Saved entries:
───

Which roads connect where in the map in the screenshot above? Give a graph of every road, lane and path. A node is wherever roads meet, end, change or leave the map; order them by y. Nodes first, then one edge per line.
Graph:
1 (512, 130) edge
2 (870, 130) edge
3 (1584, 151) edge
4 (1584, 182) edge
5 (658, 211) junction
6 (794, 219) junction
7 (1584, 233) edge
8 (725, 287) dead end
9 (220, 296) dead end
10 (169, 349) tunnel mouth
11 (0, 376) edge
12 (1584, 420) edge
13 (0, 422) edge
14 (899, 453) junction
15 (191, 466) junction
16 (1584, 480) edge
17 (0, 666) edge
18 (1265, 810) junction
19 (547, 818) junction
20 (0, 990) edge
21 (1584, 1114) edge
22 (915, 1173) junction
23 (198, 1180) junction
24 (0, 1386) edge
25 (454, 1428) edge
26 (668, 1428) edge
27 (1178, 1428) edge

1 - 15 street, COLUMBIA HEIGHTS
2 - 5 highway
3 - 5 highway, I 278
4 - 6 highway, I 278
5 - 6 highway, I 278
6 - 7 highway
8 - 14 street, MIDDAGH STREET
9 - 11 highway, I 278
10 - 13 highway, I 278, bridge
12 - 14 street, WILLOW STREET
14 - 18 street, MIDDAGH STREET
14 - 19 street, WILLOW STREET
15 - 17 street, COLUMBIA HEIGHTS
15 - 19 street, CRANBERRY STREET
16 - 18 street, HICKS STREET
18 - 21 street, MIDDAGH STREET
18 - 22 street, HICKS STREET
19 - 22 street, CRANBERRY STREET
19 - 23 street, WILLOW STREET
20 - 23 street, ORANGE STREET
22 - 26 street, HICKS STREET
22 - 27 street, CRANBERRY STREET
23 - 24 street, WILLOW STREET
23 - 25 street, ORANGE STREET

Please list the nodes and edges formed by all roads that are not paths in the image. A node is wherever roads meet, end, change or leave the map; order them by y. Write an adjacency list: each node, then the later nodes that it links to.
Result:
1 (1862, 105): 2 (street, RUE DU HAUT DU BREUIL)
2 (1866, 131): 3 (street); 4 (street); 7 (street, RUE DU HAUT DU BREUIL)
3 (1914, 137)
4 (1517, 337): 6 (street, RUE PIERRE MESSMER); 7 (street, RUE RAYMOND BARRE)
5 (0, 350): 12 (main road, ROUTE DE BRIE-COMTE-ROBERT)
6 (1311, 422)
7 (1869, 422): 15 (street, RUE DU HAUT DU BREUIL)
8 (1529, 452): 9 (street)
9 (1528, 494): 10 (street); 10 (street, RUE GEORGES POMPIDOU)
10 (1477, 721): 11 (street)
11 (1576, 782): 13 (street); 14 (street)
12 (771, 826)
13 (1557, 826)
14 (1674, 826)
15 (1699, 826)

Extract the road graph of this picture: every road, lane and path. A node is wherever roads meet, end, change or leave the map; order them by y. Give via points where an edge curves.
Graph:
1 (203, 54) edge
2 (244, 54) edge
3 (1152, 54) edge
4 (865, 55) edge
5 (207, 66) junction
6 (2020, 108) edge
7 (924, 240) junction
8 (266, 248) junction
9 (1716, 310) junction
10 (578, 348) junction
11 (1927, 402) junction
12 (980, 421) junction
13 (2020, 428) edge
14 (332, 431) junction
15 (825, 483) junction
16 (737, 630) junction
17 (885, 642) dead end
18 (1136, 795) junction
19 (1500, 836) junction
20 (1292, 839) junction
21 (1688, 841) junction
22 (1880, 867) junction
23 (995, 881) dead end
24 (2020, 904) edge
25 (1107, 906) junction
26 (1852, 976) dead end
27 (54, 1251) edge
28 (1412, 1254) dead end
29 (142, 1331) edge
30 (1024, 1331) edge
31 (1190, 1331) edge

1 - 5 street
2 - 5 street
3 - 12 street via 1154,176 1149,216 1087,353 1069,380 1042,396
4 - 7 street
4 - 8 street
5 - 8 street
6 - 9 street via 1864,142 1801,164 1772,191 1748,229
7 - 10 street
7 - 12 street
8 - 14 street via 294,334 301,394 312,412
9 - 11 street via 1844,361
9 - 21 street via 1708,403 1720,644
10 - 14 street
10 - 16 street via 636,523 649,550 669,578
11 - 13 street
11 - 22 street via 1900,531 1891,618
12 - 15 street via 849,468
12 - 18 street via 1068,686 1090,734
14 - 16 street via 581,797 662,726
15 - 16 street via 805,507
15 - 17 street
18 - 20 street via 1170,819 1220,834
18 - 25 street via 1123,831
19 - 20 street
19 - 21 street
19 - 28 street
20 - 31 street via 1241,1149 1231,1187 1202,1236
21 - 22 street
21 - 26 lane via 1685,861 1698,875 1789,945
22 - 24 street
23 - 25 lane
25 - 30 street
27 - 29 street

───

Task to carry out
Would you repeat all of the entries exactly?

Task solution
Which roads connect where in the map in the screenshot above? Give a graph of every road, lane and path. A node is wherever roads meet, end, change or leave the map; order them by y. Nodes first, then one edge per line.
Graph:
1 (512, 130) edge
2 (870, 130) edge
3 (1584, 151) edge
4 (1584, 182) edge
5 (658, 211) junction
6 (794, 219) junction
7 (1584, 233) edge
8 (725, 287) dead end
9 (220, 296) dead end
10 (169, 349) tunnel mouth
11 (0, 376) edge
12 (1584, 420) edge
13 (0, 422) edge
14 (899, 453) junction
15 (191, 466) junction
16 (1584, 480) edge
17 (0, 666) edge
18 (1265, 810) junction
19 (547, 818) junction
20 (0, 990) edge
21 (1584, 1114) edge
22 (915, 1173) junction
23 (198, 1180) junction
24 (0, 1386) edge
25 (454, 1428) edge
26 (668, 1428) edge
27 (1178, 1428) edge

1 - 15 street, COLUMBIA HEIGHTS
2 - 5 highway
3 - 5 highway, I 278
4 - 6 highway, I 278
5 - 6 highway, I 278
6 - 7 highway
8 - 14 street, MIDDAGH STREET
9 - 11 highway, I 278
10 - 13 highway, I 278, bridge
12 - 14 street, WILLOW STREET
14 - 18 street, MIDDAGH STREET
14 - 19 street, WILLOW STREET
15 - 17 street, COLUMBIA HEIGHTS
15 - 19 street, CRANBERRY STREET
16 - 18 street, HICKS STREET
18 - 21 street, MIDDAGH STREET
18 - 22 street, HICKS STREET
19 - 22 street, CRANBERRY STREET
19 - 23 street, WILLOW STREET
20 - 23 street, ORANGE STREET
22 - 26 street, HICKS STREET
22 - 27 street, CRANBERRY STREET
23 - 24 street, WILLOW STREET
23 - 25 street, ORANGE STREET

Please list the nodes and edges formed by all roads that are not paths in the image. A node is wherever roads meet, end, change or leave the map; order them by y. Write an adjacency list: each node, then the later nodes that it links to.
Result:
1 (1862, 105): 2 (street, RUE DU HAUT DU BREUIL)
2 (1866, 131): 3 (street); 4 (street); 7 (street, RUE DU HAUT DU BREUIL)
3 (1914, 137)
4 (1517, 337): 6 (street, RUE PIERRE MESSMER); 7 (street, RUE RAYMOND BARRE)
5 (0, 350): 12 (main road, ROUTE DE BRIE-COMTE-ROBERT)
6 (1311, 422)
7 (1869, 422): 15 (street, RUE DU HAUT DU BREUIL)
8 (1529, 452): 9 (street)
9 (1528, 494): 10 (street); 10 (street, RUE GEORGES POMPIDOU)
10 (1477, 721): 11 (street)
11 (1576, 782): 13 (street); 14 (street)
12 (771, 826)
13 (1557, 826)
14 (1674, 826)
15 (1699, 826)

Extract the road graph of this picture: every road, lane and path. A node is wherever roads meet, end, change or leave the map; order them by y. Give via points where an edge curves.
Graph:
1 (203, 54) edge
2 (244, 54) edge
3 (1152, 54) edge
4 (865, 55) edge
5 (207, 66) junction
6 (2020, 108) edge
7 (924, 240) junction
8 (266, 248) junction
9 (1716, 310) junction
10 (578, 348) junction
11 (1927, 402) junction
12 (980, 421) junction
13 (2020, 428) edge
14 (332, 431) junction
15 (825, 483) junction
16 (737, 630) junction
17 (885, 642) dead end
18 (1136, 795) junction
19 (1500, 836) junction
20 (1292, 839) junction
21 (1688, 841) junction
22 (1880, 867) junction
23 (995, 881) dead end
24 (2020, 904) edge
25 (1107, 906) junction
26 (1852, 976) dead end
27 (54, 1251) edge
28 (1412, 1254) dead end
29 (142, 1331) edge
30 (1024, 1331) edge
31 (1190, 1331) edge

1 - 5 street
2 - 5 street
3 - 12 street via 1154,176 1149,216 1087,353 1069,380 1042,396
4 - 7 street
4 - 8 street
5 - 8 street
6 - 9 street via 1864,142 1801,164 1772,191 1748,229
7 - 10 street
7 - 12 street
8 - 14 street via 294,334 301,394 312,412
9 - 11 street via 1844,361
9 - 21 street via 1708,403 1720,644
10 - 14 street
10 - 16 street via 636,523 649,550 669,578
11 - 13 street
11 - 22 street via 1900,531 1891,618
12 - 15 street via 849,468
12 - 18 street via 1068,686 1090,734
14 - 16 street via 581,797 662,726
15 - 16 street via 805,507
15 - 17 street
18 - 20 street via 1170,819 1220,834
18 - 25 street via 1123,831
19 - 20 street
19 - 21 street
19 - 28 street
20 - 31 street via 1241,1149 1231,1187 1202,1236
21 - 22 street
21 - 26 lane via 1685,861 1698,875 1789,945
22 - 24 street
23 - 25 lane
25 - 30 street
27 - 29 street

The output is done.